The other thing that strikes me is how Paul was able to throw out all the consequences and obligations of the Law on the basis of revelation. His authority to do this is based on the resurrection power of Christ that so mightily worked within him sending him like a burning knife through the world of his time and, by his writings, through all subsequent ages.

Let no one be under any doubt: if we call ourselves Christians we are not under the Law. All things are permissible. But not everything is profitable. (1 Cor. 6:12). All things are permissible (Paul says again) but I will not be mastered by anything (1 Cor. 10:23).

The love of Christ constrains us (2 Cor. 5:14) and it is that wonderful, inworking law of love that we are under, through thankfulness, to a Person internally as we believe. Keeping in constant touch with our Heavenly Guide within, the Holy Spirit, enables us to more than fulfil any law anyone could write down on tablets of stone or anything else.

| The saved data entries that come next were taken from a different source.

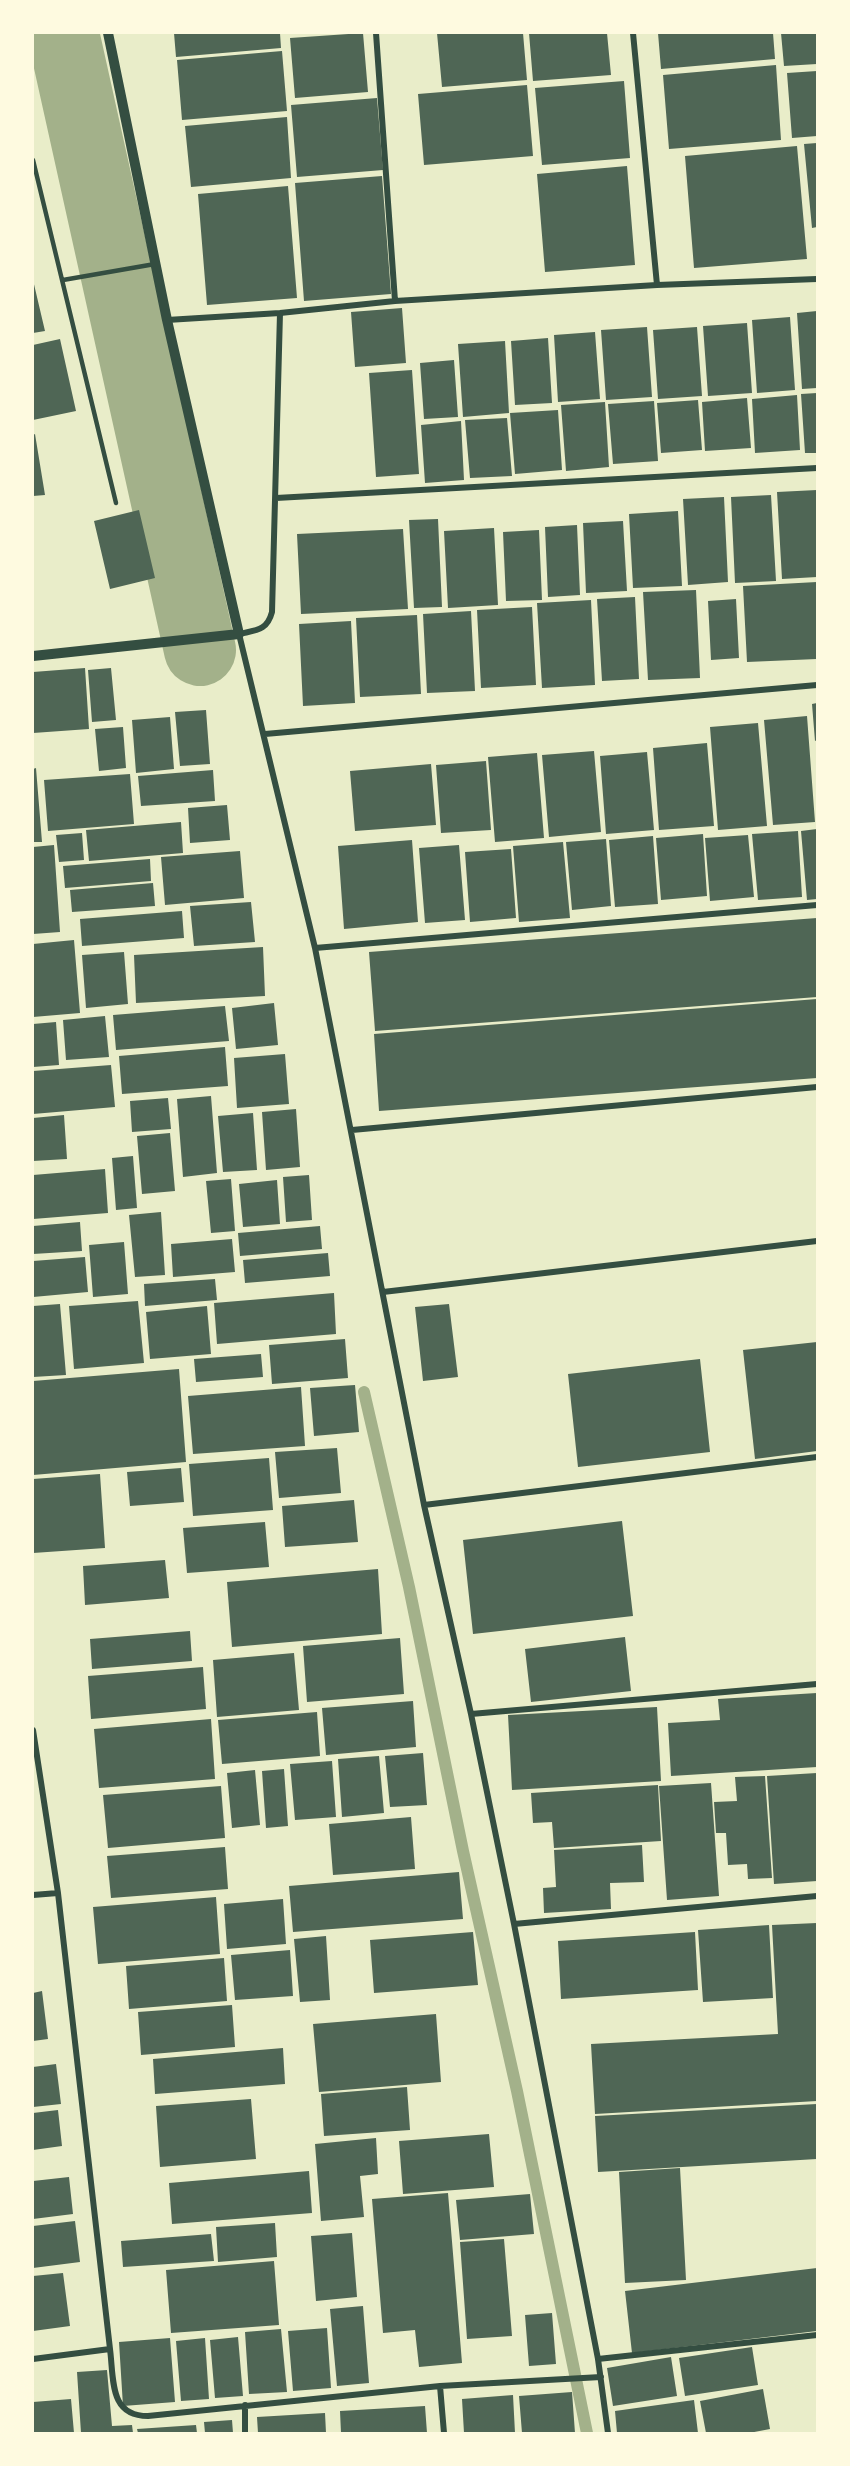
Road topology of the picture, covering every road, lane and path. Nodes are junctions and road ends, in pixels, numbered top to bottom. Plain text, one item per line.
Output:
1 (108, 33) edge
2 (376, 33) edge
3 (633, 33) edge
4 (33, 160) edge
5 (156, 264) junction
6 (817, 279) edge
7 (63, 280) junction
8 (657, 285) junction
9 (395, 301) junction
10 (280, 313) junction
11 (167, 320) junction
12 (817, 468) edge
13 (276, 498) junction
14 (116, 503) dead end
15 (239, 634) junction
16 (33, 656) edge
17 (817, 685) edge
18 (265, 734) junction
19 (817, 905) edge
20 (315, 948) junction
21 (817, 1087) edge
22 (352, 1130) junction
23 (817, 1241) edge
24 (383, 1292) junction
25 (817, 1457) edge
26 (424, 1506) junction
27 (817, 1684) edge
28 (471, 1714) junction
29 (33, 1730) edge
30 (58, 1893) junction
31 (33, 1895) edge
32 (817, 1896) edge
33 (514, 1924) junction
34 (817, 2335) edge
35 (110, 2349) junction
36 (33, 2359) edge
37 (598, 2359) junction
38 (601, 2377) junction
39 (440, 2386) junction
40 (245, 2405) junction
41 (245, 2433) edge
42 (444, 2433) edge
43 (608, 2433) edge

1 - 5 street
2 - 9 street
3 - 8 street
4 - 7 lane
5 - 7 lane
5 - 11 street
6 - 8 street
7 - 14 lane
8 - 9 street
9 - 10 street
10 - 11 street
10 - 13 street
11 - 15 street
12 - 13 street
13 - 15 street
15 - 16 street
15 - 18 street
17 - 18 street
18 - 20 street
19 - 20 street
20 - 22 street
21 - 22 street
22 - 24 street
23 - 24 street
24 - 26 street
25 - 26 street
26 - 28 street
27 - 28 street
28 - 33 street
29 - 30 street
30 - 31 street
30 - 35 street
32 - 33 street
33 - 37 street
34 - 37 street
35 - 36 street
35 - 40 street
37 - 38 street
38 - 39 street
38 - 43 street
39 - 40 street
39 - 42 street
40 - 41 street

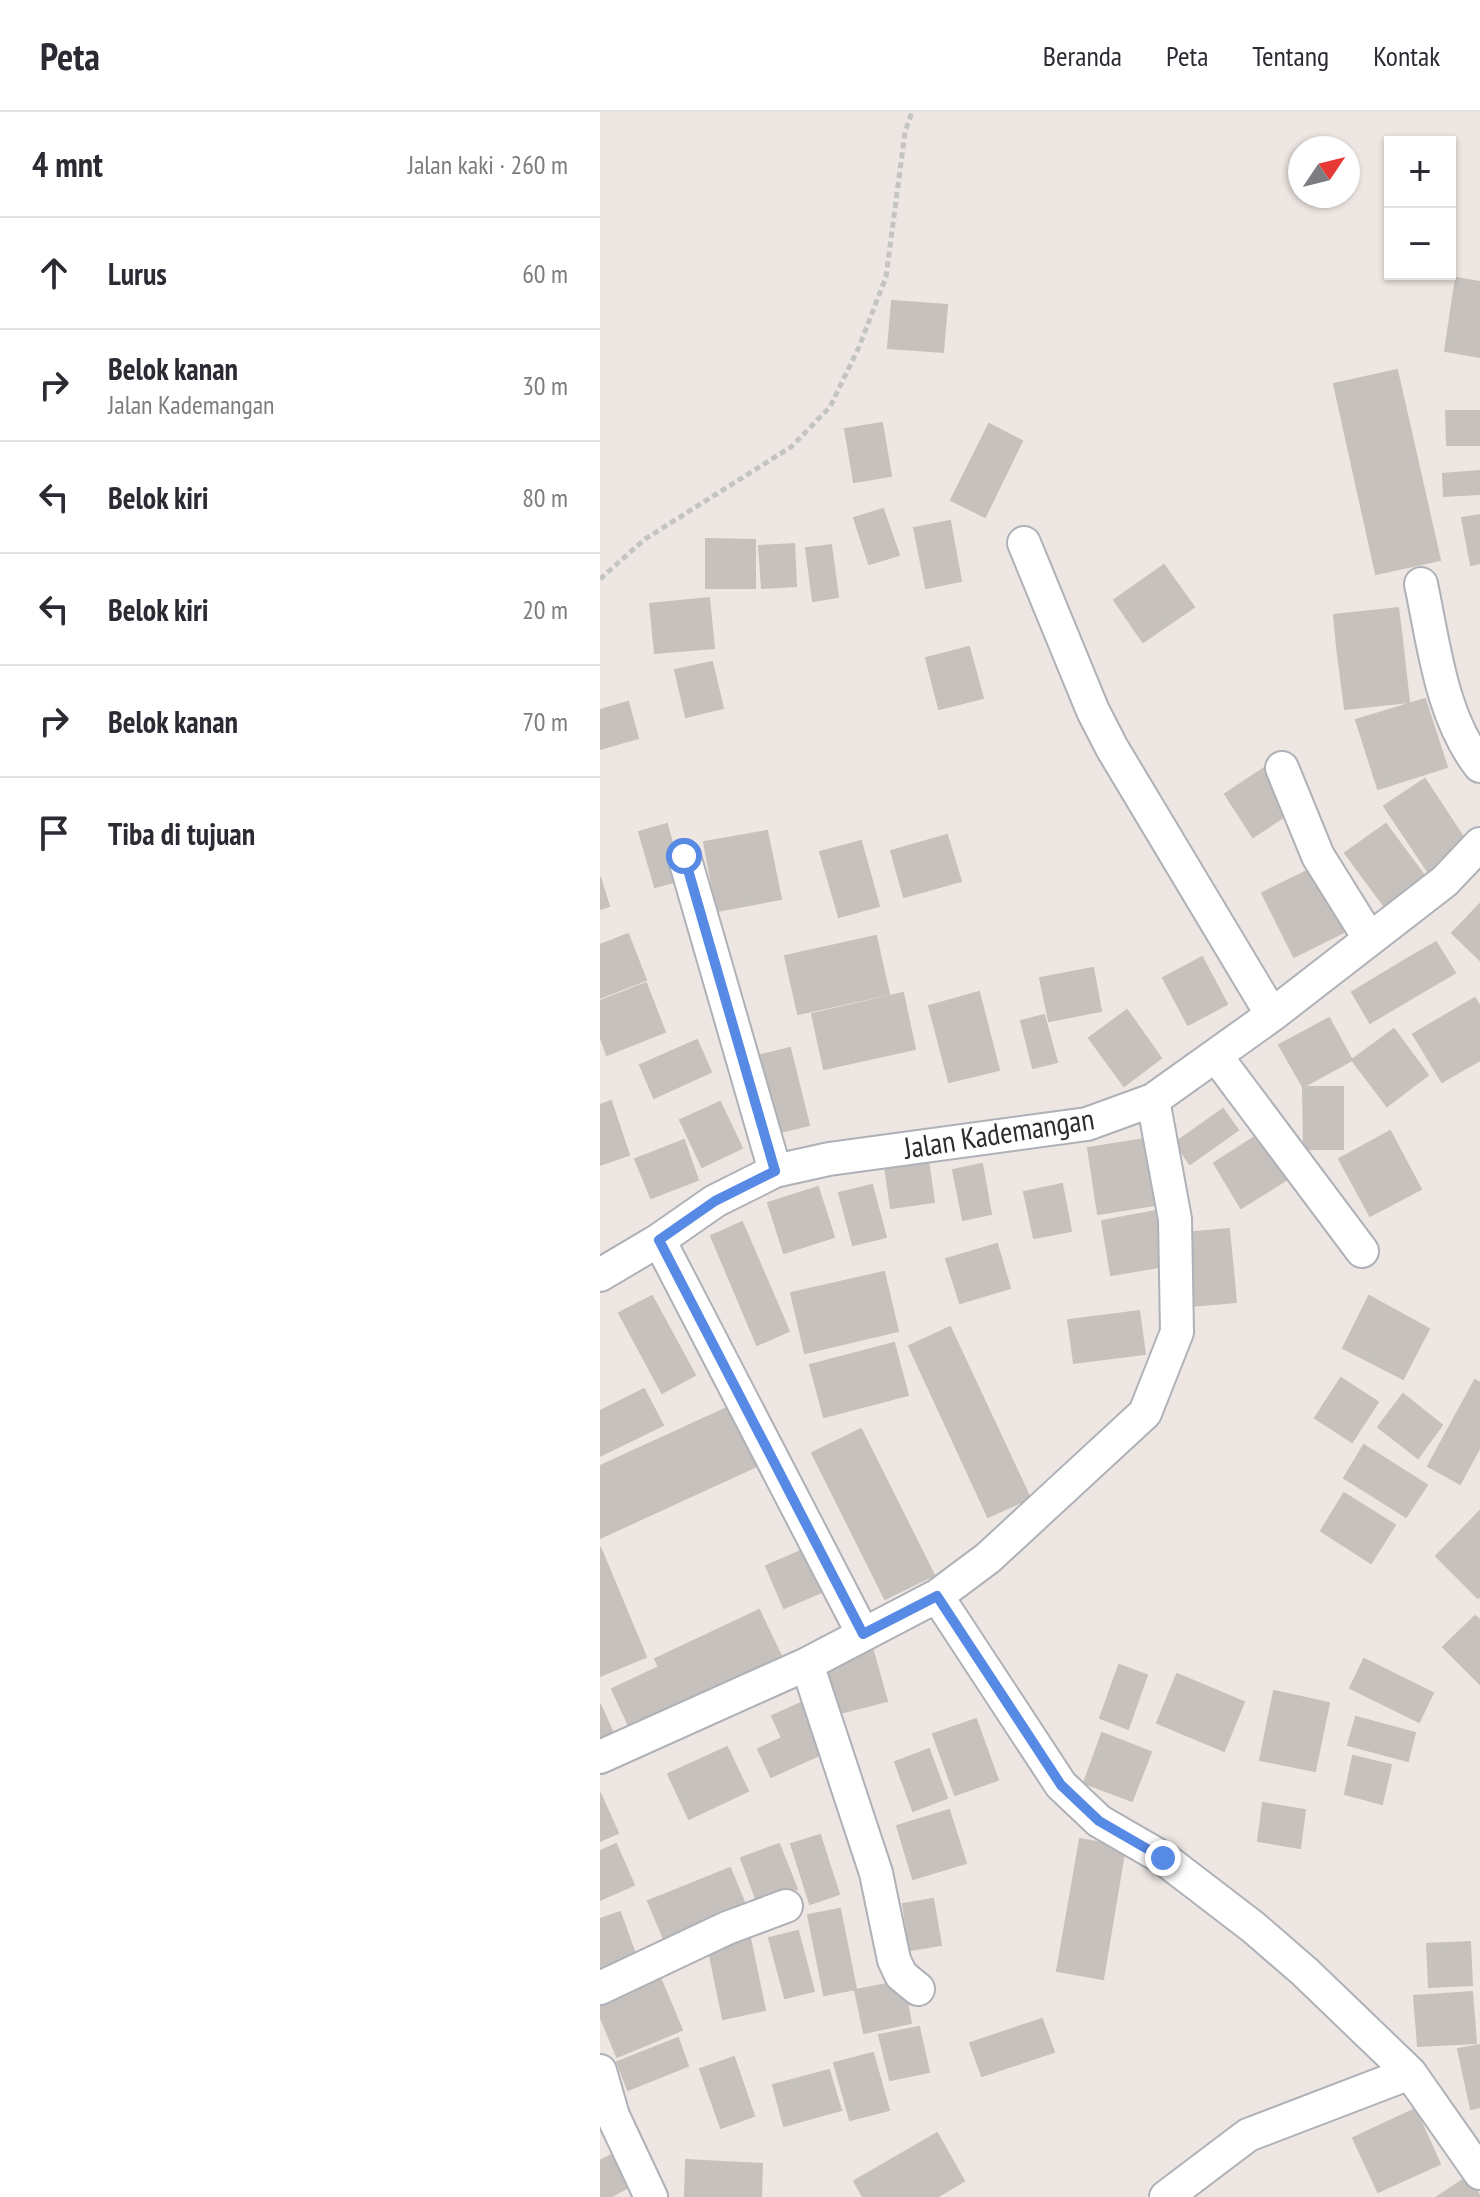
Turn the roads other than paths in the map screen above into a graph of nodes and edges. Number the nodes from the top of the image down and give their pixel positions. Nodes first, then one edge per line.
1 (1024, 543) dead end
2 (1421, 584) dead end
3 (1480, 766) edge
4 (1282, 768) dead end
5 (1480, 844) edge
6 (684, 856) dead end
7 (1369, 938) junction
8 (1272, 1015) junction
9 (1216, 1056) junction
10 (1153, 1100) junction
11 (775, 1171) junction
12 (659, 1240) junction
13 (1362, 1251) dead end
14 (600, 1275) edge
15 (937, 1596) junction
16 (863, 1634) junction
17 (807, 1664) junction
18 (600, 1757) edge
19 (786, 1906) dead end
20 (600, 1988) edge
21 (918, 1989) dead end
22 (600, 2071) edge
23 (1410, 2073) junction
24 (1480, 2173) edge
25 (651, 2197) edge
26 (1166, 2197) edge

1 - 8 street
2 - 3 street
4 - 7 street
5 - 7 street, Jalan Kademangan
6 - 11 street
7 - 8 street, Jalan Kademangan
8 - 9 street, Jalan Kademangan
9 - 10 street, Jalan Kademangan
9 - 13 street
10 - 11 street, Jalan Kademangan
10 - 15 street
11 - 12 street, Jalan Kademangan
12 - 14 street, Jalan Kademangan
12 - 16 street
15 - 16 street
15 - 23 street
16 - 17 street
17 - 18 street
17 - 21 street
19 - 20 street
22 - 25 street
23 - 24 street
23 - 26 street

We are not under obligation to a cold, external written code no one can keep – or even remember or understand properly.

Instead we are in love.

Workmanship

For we are His workmanship, created in Christ Jesus upon good works which God prepared before hand so that we might walk in them.

Ephesians 2:10

One of the good things about learning bible verses by heart is that you can spend a long time ruminating on the thoughts of God. His thoughts are usually not shallow. Plunging into them is like falling into a wonderful well, a portal to another dimension.

So here’s the thing about Ephesians 2:10: It is not just you in your wonderful created self that God thought about when He made you. He also made you fit for the circumstances, times and relationships that He has made around you for you to walk in.

God prepared the whole masterpiece of the weavings and tapestries of all our lives in the context of beneficial possibilities and pre-destinies so that both together and individually we can be His workmanship, glorifying His name.

So, walk and act like the glorious child of God you are as His workmanship – a masterpiece in a beautiful world of integrated creative glory.